- **What is required**
Nothing is to be left out; print all the entries exactly.

- **Saved data entries**
[Start of section]
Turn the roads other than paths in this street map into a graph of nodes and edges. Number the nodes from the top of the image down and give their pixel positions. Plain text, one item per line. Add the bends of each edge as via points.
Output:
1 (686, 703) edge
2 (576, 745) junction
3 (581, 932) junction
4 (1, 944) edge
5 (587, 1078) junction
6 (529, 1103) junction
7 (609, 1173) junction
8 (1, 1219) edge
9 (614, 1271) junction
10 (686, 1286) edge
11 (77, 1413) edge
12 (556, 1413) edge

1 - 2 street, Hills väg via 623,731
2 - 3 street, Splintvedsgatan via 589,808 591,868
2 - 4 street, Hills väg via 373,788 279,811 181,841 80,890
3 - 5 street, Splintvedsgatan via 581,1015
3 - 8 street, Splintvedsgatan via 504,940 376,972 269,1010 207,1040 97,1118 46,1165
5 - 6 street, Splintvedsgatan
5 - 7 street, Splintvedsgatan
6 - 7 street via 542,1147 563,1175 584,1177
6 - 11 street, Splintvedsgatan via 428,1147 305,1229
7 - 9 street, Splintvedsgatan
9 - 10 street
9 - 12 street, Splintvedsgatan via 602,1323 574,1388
[End of section]
- **Exercise response**
Turn the roads other than paths in this street map into a graph of nodes and edges. Number the nodes from the top of the image down and give their pixel positions. Plain text, one item per line. Add the bends of each edge as via points.
Output:
1 (686, 703) edge
2 (576, 745) junction
3 (581, 932) junction
4 (1, 944) edge
5 (587, 1078) junction
6 (529, 1103) junction
7 (609, 1173) junction
8 (1, 1219) edge
9 (614, 1271) junction
10 (686, 1286) edge
11 (77, 1413) edge
12 (556, 1413) edge

1 - 2 street, Hills väg via 623,731
2 - 3 street, Splintvedsgatan via 589,808 591,868
2 - 4 street, Hills väg via 373,788 279,811 181,841 80,890
3 - 5 street, Splintvedsgatan via 581,1015
3 - 8 street, Splintvedsgatan via 504,940 376,972 269,1010 207,1040 97,1118 46,1165
5 - 6 street, Splintvedsgatan
5 - 7 street, Splintvedsgatan
6 - 7 street via 542,1147 563,1175 584,1177
6 - 11 street, Splintvedsgatan via 428,1147 305,1229
7 - 9 street, Splintvedsgatan
9 - 10 street
9 - 12 street, Splintvedsgatan via 602,1323 574,1388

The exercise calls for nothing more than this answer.